En voilà une notion qu'elle est transversale !

Dans toute problématique à visée universelle ou universaliste, on peut par conséquent considérer que, si l'ensemble de l'humanité(1) est concerné, il sera touché différemment selon le genre, en plus des inégalités prises en compte selon l'appartenance socio-économique et la localisation géographique.
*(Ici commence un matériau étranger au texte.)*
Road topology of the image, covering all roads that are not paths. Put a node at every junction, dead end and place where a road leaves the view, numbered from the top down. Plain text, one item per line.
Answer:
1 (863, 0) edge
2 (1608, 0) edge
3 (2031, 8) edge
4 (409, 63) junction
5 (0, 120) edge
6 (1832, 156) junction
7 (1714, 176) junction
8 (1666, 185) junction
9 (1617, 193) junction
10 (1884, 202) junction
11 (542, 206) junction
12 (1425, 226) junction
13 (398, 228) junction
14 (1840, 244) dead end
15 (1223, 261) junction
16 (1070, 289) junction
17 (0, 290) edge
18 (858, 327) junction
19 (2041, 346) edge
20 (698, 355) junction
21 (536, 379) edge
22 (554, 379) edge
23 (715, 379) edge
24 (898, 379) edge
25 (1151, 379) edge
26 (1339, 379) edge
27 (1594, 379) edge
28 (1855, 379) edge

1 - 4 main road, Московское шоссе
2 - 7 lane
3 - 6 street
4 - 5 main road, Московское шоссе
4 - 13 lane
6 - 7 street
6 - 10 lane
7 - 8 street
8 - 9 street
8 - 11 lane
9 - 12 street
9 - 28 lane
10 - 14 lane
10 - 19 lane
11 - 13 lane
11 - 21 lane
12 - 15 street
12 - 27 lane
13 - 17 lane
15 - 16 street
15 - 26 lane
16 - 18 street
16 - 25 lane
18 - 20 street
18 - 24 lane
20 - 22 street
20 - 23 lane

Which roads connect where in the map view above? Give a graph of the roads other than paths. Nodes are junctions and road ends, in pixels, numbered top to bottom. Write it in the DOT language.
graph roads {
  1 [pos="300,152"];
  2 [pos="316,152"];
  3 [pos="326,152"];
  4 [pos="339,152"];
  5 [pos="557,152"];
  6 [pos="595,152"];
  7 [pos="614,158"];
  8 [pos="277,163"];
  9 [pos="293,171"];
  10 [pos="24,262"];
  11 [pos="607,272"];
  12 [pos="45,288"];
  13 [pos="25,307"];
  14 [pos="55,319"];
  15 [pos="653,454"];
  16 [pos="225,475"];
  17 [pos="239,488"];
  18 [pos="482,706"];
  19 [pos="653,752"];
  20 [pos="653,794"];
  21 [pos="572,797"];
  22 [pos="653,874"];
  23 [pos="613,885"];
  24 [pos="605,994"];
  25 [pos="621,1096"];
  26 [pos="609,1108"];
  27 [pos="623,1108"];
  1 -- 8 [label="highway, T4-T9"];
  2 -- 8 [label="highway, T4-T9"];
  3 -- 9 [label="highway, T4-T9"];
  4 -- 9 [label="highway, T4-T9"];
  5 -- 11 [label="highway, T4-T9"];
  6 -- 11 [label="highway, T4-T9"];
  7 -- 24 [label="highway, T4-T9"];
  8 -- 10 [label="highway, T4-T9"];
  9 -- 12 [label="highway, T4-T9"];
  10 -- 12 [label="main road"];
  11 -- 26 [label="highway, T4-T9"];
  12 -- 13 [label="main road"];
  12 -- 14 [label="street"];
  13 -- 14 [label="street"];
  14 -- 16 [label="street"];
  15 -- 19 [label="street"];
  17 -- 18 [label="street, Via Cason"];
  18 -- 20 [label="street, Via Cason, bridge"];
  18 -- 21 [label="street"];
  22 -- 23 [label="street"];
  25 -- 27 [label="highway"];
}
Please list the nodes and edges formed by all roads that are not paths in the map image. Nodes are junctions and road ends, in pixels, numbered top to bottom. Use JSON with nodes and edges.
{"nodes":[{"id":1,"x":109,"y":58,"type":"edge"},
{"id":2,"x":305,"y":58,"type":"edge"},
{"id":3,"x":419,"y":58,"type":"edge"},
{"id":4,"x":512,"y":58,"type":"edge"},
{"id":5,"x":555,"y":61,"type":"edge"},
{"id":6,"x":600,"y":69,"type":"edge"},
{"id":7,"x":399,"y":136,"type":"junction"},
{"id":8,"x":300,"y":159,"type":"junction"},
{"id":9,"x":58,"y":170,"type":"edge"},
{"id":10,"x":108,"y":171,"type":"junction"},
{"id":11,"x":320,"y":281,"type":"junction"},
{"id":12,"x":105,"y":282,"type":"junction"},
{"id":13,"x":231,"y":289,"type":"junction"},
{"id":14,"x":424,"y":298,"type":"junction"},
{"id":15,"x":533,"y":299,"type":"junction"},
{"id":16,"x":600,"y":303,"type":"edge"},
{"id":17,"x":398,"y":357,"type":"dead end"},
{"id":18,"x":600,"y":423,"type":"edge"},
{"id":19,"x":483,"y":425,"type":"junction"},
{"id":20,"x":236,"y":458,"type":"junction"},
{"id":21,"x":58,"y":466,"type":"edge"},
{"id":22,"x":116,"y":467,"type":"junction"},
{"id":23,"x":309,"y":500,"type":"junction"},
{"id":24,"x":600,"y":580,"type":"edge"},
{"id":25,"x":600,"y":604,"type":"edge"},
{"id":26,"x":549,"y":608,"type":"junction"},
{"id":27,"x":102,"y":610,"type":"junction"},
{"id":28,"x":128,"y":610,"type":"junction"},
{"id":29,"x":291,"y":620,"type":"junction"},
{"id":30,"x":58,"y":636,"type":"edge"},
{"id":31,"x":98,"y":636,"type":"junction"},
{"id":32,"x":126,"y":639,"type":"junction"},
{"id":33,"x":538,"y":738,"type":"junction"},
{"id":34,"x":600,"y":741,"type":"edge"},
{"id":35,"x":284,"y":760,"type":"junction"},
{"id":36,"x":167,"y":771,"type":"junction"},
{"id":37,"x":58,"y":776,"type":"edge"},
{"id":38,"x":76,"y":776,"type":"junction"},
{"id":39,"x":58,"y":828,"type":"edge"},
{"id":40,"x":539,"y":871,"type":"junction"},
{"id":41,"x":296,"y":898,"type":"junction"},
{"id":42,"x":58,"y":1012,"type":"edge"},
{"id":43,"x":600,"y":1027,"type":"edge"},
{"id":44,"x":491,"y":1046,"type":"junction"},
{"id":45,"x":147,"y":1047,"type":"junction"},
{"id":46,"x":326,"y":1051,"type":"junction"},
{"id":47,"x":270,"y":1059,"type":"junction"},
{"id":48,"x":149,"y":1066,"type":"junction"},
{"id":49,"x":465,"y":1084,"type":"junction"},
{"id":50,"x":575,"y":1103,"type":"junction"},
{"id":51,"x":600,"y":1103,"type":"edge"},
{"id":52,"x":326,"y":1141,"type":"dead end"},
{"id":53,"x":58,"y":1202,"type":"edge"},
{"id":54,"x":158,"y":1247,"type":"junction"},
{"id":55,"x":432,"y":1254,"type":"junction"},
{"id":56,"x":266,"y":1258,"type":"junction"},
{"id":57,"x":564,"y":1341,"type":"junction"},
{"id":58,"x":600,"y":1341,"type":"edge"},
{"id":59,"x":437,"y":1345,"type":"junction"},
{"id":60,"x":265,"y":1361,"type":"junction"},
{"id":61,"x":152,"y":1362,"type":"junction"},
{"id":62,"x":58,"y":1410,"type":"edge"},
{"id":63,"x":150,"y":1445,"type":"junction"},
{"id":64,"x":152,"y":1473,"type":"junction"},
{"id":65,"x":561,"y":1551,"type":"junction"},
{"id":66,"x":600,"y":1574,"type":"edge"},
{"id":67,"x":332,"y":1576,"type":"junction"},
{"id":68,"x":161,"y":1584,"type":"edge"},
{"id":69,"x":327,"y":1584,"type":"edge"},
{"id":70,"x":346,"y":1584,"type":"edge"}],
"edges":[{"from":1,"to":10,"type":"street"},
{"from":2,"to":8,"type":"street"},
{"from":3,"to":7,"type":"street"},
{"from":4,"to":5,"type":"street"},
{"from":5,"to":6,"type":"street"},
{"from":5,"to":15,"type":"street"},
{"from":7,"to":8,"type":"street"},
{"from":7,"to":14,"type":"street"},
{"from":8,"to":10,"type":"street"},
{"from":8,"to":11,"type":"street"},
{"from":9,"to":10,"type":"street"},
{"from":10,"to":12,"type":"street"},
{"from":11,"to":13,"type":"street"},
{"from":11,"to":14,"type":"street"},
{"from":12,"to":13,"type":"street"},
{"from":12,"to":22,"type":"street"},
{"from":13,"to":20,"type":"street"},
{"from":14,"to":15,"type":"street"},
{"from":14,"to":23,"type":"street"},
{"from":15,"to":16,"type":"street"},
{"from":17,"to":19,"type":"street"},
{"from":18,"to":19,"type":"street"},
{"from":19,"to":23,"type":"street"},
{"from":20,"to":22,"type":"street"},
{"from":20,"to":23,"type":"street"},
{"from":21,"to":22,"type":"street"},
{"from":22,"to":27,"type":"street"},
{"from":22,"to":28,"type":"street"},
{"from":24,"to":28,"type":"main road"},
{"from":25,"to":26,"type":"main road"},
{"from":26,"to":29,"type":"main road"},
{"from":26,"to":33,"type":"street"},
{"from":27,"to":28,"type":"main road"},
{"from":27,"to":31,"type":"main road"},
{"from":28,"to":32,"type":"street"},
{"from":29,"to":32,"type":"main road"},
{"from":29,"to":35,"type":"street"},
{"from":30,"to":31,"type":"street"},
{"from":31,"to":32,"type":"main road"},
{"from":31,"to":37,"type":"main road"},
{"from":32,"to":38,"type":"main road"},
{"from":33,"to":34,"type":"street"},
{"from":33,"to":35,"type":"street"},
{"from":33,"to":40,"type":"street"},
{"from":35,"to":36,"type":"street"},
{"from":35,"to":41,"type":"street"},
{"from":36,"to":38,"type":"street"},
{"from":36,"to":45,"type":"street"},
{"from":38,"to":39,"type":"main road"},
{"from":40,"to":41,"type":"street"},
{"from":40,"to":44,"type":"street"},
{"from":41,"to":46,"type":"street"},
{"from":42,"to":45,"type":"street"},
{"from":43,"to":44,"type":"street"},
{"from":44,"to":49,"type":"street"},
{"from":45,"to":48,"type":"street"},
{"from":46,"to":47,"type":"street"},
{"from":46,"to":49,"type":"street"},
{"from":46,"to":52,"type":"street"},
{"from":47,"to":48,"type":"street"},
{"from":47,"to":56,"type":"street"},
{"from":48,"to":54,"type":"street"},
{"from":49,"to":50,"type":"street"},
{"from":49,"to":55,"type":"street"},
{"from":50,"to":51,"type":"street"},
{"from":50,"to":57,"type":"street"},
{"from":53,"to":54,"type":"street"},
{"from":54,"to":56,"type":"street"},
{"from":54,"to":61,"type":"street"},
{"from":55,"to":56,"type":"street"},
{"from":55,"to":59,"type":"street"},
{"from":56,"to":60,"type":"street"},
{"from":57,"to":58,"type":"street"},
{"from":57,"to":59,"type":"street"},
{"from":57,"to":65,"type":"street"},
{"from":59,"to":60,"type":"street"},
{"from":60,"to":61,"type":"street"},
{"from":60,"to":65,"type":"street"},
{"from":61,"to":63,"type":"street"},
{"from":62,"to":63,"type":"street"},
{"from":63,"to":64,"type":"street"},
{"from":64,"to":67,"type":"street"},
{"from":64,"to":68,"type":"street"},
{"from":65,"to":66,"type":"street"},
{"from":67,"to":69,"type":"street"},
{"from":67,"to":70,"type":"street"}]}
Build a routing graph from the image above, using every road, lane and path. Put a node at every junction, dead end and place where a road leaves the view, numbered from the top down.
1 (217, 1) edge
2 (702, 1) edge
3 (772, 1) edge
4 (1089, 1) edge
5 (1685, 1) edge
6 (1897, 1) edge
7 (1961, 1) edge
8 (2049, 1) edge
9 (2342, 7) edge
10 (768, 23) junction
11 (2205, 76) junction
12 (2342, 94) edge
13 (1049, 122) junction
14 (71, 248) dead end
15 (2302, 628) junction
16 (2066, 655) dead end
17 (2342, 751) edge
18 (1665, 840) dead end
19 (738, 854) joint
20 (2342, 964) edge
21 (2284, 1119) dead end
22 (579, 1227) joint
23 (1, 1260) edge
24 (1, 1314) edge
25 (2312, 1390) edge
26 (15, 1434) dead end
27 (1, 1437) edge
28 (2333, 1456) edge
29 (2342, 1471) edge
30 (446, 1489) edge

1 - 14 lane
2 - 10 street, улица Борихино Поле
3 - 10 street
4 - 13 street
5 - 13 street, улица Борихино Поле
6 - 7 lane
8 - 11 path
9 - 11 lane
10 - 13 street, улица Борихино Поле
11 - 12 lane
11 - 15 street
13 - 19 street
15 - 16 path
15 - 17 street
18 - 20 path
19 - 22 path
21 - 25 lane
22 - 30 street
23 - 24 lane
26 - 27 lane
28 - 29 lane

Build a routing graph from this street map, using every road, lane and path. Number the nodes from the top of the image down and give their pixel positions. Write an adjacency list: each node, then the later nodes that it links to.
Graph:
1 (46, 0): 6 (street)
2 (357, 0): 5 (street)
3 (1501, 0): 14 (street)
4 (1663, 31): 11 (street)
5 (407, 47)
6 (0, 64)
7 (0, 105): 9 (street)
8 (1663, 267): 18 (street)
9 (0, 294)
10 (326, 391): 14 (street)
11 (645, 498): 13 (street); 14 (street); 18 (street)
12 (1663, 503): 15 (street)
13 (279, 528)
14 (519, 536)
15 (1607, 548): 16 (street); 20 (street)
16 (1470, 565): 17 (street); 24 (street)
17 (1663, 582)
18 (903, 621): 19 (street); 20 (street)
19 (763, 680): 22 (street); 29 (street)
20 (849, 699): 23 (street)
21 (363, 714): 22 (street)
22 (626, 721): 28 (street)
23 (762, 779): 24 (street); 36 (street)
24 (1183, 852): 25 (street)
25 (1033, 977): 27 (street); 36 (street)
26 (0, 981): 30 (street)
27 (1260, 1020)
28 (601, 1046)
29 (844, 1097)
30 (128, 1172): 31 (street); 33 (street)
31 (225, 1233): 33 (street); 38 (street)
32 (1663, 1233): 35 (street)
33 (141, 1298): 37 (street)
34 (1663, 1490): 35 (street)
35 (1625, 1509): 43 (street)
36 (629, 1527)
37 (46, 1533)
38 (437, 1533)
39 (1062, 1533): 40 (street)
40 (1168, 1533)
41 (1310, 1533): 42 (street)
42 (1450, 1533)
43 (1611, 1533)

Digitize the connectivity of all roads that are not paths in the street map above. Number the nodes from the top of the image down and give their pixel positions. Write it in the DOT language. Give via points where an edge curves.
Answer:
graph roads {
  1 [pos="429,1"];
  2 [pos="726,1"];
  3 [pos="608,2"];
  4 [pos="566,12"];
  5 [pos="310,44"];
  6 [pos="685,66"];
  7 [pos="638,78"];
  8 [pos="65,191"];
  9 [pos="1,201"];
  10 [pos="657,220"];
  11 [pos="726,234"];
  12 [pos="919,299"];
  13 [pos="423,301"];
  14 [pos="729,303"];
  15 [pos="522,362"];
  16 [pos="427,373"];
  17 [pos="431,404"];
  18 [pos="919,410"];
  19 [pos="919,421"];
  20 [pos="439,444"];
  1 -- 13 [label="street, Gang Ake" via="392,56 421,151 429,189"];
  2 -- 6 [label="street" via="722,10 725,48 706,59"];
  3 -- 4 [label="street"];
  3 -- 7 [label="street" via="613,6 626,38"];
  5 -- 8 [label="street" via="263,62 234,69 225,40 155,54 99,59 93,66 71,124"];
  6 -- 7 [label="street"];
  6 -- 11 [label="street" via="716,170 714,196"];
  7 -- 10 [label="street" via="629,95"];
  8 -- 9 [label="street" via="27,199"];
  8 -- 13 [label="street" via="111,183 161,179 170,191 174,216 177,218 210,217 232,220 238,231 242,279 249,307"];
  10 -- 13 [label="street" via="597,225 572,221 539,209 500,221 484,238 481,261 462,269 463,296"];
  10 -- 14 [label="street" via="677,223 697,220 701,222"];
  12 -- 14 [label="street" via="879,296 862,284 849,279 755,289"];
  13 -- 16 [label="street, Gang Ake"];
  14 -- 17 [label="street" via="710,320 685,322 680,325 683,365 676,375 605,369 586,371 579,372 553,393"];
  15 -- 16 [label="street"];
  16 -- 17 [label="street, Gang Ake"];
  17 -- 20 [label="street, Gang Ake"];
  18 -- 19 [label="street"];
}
Introduire la variable genre complique l'analyse, c'est un fait, mais ne peut que l'enrichir, l'affiner.

L'analyse de genre peut prendre des formes on ne peut plus pragmatiques lorsqu'elle touche au partage des tâches(2), aux inégalités salariales, à la formation de l'identité sexuée (les images que reflète le monde sur l'être femme et l'être homme, et qui fait que l'enfant accepte ou rejette son sexe, le vit bien, moins bien, pas bien du tout), à l'accès à la santé, à l'éducation, à la propriété...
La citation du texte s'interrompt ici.